TASK DETAILS - From the entries below, retype only the lines from the one with "pinky dip: (255, 292)" through the one with "pinky dip: (108, 176)", exactly as written.

DATASET -

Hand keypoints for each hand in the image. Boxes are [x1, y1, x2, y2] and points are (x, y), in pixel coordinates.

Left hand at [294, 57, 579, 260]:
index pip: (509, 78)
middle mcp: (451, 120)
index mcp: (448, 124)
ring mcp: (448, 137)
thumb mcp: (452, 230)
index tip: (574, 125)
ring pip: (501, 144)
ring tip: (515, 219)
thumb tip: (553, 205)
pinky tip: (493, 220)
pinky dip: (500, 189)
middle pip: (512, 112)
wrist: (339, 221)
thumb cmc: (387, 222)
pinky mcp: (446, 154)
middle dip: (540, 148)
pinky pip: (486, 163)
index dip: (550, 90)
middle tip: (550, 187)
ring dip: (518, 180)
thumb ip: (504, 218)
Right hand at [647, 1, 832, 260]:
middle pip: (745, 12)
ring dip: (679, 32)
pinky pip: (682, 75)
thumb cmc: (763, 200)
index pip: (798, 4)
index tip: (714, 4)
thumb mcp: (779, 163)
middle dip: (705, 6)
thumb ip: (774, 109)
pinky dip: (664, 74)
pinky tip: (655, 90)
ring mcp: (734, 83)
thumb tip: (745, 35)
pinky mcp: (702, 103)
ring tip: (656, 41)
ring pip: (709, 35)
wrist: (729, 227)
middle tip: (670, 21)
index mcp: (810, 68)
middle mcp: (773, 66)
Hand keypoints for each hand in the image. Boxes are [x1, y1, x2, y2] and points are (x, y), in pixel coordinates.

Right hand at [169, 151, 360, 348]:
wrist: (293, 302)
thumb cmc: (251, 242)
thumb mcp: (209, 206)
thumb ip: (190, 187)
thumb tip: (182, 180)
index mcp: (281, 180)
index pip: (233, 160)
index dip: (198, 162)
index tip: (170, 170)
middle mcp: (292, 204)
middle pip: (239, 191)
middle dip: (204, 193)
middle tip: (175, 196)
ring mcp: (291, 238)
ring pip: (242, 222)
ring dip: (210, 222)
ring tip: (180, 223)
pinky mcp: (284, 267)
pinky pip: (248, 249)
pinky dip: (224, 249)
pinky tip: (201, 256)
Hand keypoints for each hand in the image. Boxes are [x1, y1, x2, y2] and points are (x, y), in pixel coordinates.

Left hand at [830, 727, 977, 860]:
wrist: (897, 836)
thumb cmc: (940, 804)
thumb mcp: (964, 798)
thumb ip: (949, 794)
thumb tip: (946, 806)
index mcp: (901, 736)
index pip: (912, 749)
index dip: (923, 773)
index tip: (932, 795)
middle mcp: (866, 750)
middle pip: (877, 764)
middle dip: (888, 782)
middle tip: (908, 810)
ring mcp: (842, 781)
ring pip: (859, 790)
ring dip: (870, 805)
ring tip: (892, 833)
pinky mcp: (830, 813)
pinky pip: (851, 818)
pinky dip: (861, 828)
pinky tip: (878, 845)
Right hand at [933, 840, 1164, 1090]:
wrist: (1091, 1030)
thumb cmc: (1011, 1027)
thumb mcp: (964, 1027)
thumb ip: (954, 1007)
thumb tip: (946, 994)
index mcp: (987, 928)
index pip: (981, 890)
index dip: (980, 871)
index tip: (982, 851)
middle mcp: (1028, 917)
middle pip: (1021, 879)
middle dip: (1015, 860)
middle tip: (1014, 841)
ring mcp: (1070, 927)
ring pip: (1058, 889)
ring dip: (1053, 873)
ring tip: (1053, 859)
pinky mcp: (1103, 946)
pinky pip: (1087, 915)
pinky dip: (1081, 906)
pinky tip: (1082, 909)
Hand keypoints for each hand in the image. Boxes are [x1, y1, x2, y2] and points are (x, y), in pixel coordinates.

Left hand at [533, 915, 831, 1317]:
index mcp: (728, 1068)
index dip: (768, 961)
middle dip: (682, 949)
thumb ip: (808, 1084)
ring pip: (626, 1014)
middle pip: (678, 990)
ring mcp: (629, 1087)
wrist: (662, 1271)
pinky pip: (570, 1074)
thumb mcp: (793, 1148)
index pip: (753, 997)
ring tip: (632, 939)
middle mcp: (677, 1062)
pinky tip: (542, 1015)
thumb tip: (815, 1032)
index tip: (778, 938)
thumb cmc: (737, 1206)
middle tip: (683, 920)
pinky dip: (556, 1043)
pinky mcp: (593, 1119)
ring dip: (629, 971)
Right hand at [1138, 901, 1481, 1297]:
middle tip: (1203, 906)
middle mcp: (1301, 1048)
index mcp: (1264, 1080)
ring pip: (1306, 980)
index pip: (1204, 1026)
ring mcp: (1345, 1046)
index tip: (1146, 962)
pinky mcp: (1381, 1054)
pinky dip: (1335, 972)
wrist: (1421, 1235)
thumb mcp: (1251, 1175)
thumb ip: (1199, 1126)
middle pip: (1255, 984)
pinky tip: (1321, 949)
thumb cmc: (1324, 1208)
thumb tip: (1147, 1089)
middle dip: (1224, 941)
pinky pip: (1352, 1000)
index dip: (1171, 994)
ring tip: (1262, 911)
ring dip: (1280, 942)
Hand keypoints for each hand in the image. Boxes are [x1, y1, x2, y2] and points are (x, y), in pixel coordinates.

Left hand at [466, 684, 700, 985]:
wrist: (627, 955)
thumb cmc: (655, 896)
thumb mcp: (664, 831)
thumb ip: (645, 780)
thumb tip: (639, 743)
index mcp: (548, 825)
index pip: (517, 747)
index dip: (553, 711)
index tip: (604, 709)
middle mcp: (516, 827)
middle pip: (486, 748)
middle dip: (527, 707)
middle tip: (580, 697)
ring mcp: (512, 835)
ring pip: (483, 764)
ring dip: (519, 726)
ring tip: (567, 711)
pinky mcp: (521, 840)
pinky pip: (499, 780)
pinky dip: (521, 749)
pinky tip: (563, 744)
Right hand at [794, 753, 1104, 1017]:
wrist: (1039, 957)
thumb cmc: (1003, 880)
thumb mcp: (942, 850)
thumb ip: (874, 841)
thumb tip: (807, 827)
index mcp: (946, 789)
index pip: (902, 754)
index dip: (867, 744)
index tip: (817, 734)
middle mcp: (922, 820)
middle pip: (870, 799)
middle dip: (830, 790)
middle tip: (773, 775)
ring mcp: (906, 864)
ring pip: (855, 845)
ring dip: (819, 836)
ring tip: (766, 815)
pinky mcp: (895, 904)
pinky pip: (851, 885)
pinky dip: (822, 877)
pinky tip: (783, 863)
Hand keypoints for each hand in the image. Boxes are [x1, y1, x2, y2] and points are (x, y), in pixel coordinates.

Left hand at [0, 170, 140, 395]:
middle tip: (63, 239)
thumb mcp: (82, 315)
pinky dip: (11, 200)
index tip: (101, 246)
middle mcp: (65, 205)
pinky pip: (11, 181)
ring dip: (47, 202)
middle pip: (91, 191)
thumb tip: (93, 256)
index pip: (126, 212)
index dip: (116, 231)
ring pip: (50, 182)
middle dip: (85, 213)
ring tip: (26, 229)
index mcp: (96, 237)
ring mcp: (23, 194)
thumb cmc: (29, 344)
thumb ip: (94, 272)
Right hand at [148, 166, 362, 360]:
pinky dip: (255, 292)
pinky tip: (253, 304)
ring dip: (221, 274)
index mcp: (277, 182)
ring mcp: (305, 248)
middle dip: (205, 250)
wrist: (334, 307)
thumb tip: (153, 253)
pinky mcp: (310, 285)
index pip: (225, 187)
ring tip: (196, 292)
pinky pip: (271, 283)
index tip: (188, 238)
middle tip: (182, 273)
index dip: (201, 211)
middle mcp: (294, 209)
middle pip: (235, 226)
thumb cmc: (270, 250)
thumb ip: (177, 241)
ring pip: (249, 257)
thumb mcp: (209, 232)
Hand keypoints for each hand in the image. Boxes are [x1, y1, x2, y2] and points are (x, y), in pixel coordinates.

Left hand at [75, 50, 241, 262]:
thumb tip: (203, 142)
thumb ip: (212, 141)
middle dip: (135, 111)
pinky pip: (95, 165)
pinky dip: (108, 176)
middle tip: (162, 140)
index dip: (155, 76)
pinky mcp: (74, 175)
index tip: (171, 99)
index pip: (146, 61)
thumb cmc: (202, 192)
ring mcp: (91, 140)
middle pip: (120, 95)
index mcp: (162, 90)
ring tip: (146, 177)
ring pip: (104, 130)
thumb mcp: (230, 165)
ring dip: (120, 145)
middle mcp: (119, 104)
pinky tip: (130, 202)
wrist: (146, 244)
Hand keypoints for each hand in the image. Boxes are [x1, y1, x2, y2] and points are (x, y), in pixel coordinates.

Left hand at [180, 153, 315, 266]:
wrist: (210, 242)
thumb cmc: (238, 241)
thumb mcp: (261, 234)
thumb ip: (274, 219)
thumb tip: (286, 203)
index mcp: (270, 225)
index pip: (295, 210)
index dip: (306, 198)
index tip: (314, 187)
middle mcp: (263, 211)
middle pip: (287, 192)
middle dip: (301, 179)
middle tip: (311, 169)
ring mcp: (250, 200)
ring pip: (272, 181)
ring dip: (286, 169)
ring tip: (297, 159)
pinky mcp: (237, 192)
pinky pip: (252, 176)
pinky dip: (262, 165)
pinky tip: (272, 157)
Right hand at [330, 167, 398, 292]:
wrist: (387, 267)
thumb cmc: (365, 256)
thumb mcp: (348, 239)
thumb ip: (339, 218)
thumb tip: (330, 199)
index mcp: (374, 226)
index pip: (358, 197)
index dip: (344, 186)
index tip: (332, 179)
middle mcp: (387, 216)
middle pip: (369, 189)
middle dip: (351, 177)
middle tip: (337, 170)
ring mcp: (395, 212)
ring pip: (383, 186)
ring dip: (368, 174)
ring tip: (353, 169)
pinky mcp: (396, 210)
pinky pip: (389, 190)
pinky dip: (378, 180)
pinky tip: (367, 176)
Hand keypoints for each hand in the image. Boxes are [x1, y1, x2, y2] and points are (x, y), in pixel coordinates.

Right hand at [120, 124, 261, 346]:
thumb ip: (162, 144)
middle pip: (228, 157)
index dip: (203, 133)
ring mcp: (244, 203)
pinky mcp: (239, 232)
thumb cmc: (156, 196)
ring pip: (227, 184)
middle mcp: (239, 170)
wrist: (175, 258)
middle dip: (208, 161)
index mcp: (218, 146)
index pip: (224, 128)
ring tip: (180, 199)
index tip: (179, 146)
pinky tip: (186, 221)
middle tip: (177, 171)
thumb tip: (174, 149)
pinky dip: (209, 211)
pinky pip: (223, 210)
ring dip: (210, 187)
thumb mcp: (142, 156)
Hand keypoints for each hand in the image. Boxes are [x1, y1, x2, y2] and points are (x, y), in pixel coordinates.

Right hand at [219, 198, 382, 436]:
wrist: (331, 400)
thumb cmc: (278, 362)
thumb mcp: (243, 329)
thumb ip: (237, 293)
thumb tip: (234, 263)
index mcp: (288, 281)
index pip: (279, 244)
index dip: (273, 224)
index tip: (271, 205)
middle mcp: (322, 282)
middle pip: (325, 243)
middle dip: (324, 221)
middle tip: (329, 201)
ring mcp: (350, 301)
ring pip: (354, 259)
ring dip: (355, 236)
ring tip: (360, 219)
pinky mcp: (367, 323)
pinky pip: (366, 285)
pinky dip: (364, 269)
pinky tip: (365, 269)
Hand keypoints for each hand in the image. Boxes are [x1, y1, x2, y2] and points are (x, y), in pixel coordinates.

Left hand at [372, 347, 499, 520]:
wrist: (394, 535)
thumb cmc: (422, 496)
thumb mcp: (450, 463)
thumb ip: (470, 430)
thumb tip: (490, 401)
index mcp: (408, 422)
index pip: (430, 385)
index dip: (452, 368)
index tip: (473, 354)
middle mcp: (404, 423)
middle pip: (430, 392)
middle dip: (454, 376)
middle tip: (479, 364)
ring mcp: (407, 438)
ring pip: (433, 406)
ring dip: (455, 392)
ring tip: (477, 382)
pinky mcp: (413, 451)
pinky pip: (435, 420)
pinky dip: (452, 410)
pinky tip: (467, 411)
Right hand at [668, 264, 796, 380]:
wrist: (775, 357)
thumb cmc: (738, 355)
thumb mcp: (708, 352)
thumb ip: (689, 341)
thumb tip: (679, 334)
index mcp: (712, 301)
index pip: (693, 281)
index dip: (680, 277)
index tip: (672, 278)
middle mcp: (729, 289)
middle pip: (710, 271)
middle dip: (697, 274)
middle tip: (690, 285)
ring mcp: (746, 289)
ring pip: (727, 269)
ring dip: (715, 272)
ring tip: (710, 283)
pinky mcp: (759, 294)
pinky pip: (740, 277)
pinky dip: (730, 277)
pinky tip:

REPLY TO THE EXERCISE -
pinky dip: (255, 292)
pinky tip: (253, 304)
ring dip: (221, 274)
index mcp: (277, 182)
ring mcp: (305, 248)
middle dip: (205, 250)
wrist: (334, 307)
thumb tip: (153, 253)
pinky mcp: (310, 285)
index pip: (225, 187)
ring tip: (196, 292)
pinky pip: (271, 283)
index tip: (188, 238)
middle tip: (182, 273)
index dip: (201, 211)
middle mcp: (294, 209)
middle pip: (235, 226)
thumb cmc: (270, 250)
thumb ip: (177, 241)
ring pip: (249, 257)
thumb mcp: (209, 232)
Hand keypoints for each hand in the image. Boxes are [x1, y1, x2, y2] and points are (x, y), in pixel coordinates.

Left hand at [75, 50, 241, 262]:
thumb tip: (203, 142)
thumb ip: (212, 141)
middle dip: (135, 111)
pinky pip: (95, 165)
pinky dip: (108, 176)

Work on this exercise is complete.